■ PROVIDED DATA:
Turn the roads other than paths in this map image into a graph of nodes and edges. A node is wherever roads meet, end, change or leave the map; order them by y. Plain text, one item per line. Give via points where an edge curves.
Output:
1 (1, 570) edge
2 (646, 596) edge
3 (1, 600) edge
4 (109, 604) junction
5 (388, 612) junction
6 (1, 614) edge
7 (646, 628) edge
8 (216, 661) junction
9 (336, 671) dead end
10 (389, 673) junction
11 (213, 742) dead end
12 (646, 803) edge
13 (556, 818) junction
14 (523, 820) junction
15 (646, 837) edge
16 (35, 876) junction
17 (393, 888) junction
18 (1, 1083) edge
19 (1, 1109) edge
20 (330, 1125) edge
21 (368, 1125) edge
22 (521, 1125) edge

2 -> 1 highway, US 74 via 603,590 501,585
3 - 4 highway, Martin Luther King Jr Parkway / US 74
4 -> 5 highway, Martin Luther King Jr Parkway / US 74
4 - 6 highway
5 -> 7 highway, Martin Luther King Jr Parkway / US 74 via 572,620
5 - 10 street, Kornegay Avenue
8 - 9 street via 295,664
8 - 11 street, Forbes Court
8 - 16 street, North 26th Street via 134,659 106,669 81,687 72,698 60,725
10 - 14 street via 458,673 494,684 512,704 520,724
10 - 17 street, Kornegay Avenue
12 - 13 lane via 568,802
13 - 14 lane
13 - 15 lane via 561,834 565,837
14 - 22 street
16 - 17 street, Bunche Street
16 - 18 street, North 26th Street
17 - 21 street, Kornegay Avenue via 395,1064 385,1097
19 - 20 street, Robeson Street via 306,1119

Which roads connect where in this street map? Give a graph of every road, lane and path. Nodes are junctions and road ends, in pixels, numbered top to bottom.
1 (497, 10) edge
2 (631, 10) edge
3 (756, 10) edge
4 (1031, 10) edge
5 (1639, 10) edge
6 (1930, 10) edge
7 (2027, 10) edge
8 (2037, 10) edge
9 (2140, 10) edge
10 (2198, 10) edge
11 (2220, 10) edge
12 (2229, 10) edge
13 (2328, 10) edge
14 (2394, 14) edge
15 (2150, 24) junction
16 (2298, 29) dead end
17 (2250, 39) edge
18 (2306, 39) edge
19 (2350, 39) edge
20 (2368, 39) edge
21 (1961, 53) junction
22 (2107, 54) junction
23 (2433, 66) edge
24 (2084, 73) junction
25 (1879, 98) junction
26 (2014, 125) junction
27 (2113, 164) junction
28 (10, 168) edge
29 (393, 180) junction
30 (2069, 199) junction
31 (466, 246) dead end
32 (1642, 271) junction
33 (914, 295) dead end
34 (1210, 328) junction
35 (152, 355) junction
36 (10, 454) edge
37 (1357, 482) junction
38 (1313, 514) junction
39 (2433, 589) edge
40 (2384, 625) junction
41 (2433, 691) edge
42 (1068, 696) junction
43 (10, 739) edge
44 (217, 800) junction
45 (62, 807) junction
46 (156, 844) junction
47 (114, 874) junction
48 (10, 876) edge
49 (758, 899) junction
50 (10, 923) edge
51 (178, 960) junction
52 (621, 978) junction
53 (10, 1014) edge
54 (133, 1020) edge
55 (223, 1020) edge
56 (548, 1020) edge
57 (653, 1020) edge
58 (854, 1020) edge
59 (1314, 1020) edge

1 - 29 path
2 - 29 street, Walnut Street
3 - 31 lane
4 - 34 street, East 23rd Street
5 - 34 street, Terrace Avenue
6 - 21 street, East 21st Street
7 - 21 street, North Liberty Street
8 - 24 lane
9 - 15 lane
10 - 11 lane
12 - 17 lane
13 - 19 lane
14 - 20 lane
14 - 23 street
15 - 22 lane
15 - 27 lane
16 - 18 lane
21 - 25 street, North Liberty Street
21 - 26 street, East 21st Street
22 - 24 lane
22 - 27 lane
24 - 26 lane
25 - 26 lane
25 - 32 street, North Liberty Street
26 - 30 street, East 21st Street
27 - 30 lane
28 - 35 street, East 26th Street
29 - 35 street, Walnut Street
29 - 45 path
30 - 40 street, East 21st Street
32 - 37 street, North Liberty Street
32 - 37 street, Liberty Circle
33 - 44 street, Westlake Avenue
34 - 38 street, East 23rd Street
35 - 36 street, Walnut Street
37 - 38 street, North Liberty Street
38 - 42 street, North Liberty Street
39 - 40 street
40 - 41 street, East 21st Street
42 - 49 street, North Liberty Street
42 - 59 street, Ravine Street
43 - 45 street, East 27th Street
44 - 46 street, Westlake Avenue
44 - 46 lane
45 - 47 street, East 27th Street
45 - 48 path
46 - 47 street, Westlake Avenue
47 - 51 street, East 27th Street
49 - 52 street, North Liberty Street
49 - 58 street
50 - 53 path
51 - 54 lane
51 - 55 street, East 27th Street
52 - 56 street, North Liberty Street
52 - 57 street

■ WORK REQUIRED: Write the entire listing out again, word for word.

■ THE ANSWER:
Turn the roads other than paths in this map image into a graph of nodes and edges. A node is wherever roads meet, end, change or leave the map; order them by y. Plain text, one item per line. Give via points where an edge curves.
Output:
1 (1, 570) edge
2 (646, 596) edge
3 (1, 600) edge
4 (109, 604) junction
5 (388, 612) junction
6 (1, 614) edge
7 (646, 628) edge
8 (216, 661) junction
9 (336, 671) dead end
10 (389, 673) junction
11 (213, 742) dead end
12 (646, 803) edge
13 (556, 818) junction
14 (523, 820) junction
15 (646, 837) edge
16 (35, 876) junction
17 (393, 888) junction
18 (1, 1083) edge
19 (1, 1109) edge
20 (330, 1125) edge
21 (368, 1125) edge
22 (521, 1125) edge

2 -> 1 highway, US 74 via 603,590 501,585
3 - 4 highway, Martin Luther King Jr Parkway / US 74
4 -> 5 highway, Martin Luther King Jr Parkway / US 74
4 - 6 highway
5 -> 7 highway, Martin Luther King Jr Parkway / US 74 via 572,620
5 - 10 street, Kornegay Avenue
8 - 9 street via 295,664
8 - 11 street, Forbes Court
8 - 16 street, North 26th Street via 134,659 106,669 81,687 72,698 60,725
10 - 14 street via 458,673 494,684 512,704 520,724
10 - 17 street, Kornegay Avenue
12 - 13 lane via 568,802
13 - 14 lane
13 - 15 lane via 561,834 565,837
14 - 22 street
16 - 17 street, Bunche Street
16 - 18 street, North 26th Street
17 - 21 street, Kornegay Avenue via 395,1064 385,1097
19 - 20 street, Robeson Street via 306,1119

Which roads connect where in this street map? Give a graph of every road, lane and path. Nodes are junctions and road ends, in pixels, numbered top to bottom.
1 (497, 10) edge
2 (631, 10) edge
3 (756, 10) edge
4 (1031, 10) edge
5 (1639, 10) edge
6 (1930, 10) edge
7 (2027, 10) edge
8 (2037, 10) edge
9 (2140, 10) edge
10 (2198, 10) edge
11 (2220, 10) edge
12 (2229, 10) edge
13 (2328, 10) edge
14 (2394, 14) edge
15 (2150, 24) junction
16 (2298, 29) dead end
17 (2250, 39) edge
18 (2306, 39) edge
19 (2350, 39) edge
20 (2368, 39) edge
21 (1961, 53) junction
22 (2107, 54) junction
23 (2433, 66) edge
24 (2084, 73) junction
25 (1879, 98) junction
26 (2014, 125) junction
27 (2113, 164) junction
28 (10, 168) edge
29 (393, 180) junction
30 (2069, 199) junction
31 (466, 246) dead end
32 (1642, 271) junction
33 (914, 295) dead end
34 (1210, 328) junction
35 (152, 355) junction
36 (10, 454) edge
37 (1357, 482) junction
38 (1313, 514) junction
39 (2433, 589) edge
40 (2384, 625) junction
41 (2433, 691) edge
42 (1068, 696) junction
43 (10, 739) edge
44 (217, 800) junction
45 (62, 807) junction
46 (156, 844) junction
47 (114, 874) junction
48 (10, 876) edge
49 (758, 899) junction
50 (10, 923) edge
51 (178, 960) junction
52 (621, 978) junction
53 (10, 1014) edge
54 (133, 1020) edge
55 (223, 1020) edge
56 (548, 1020) edge
57 (653, 1020) edge
58 (854, 1020) edge
59 (1314, 1020) edge

1 - 29 path
2 - 29 street, Walnut Street
3 - 31 lane
4 - 34 street, East 23rd Street
5 - 34 street, Terrace Avenue
6 - 21 street, East 21st Street
7 - 21 street, North Liberty Street
8 - 24 lane
9 - 15 lane
10 - 11 lane
12 - 17 lane
13 - 19 lane
14 - 20 lane
14 - 23 street
15 - 22 lane
15 - 27 lane
16 - 18 lane
21 - 25 street, North Liberty Street
21 - 26 street, East 21st Street
22 - 24 lane
22 - 27 lane
24 - 26 lane
25 - 26 lane
25 - 32 street, North Liberty Street
26 - 30 street, East 21st Street
27 - 30 lane
28 - 35 street, East 26th Street
29 - 35 street, Walnut Street
29 - 45 path
30 - 40 street, East 21st Street
32 - 37 street, North Liberty Street
32 - 37 street, Liberty Circle
33 - 44 street, Westlake Avenue
34 - 38 street, East 23rd Street
35 - 36 street, Walnut Street
37 - 38 street, North Liberty Street
38 - 42 street, North Liberty Street
39 - 40 street
40 - 41 street, East 21st Street
42 - 49 street, North Liberty Street
42 - 59 street, Ravine Street
43 - 45 street, East 27th Street
44 - 46 street, Westlake Avenue
44 - 46 lane
45 - 47 street, East 27th Street
45 - 48 path
46 - 47 street, Westlake Avenue
47 - 51 street, East 27th Street
49 - 52 street, North Liberty Street
49 - 58 street
50 - 53 path
51 - 54 lane
51 - 55 street, East 27th Street
52 - 56 street, North Liberty Street
52 - 57 street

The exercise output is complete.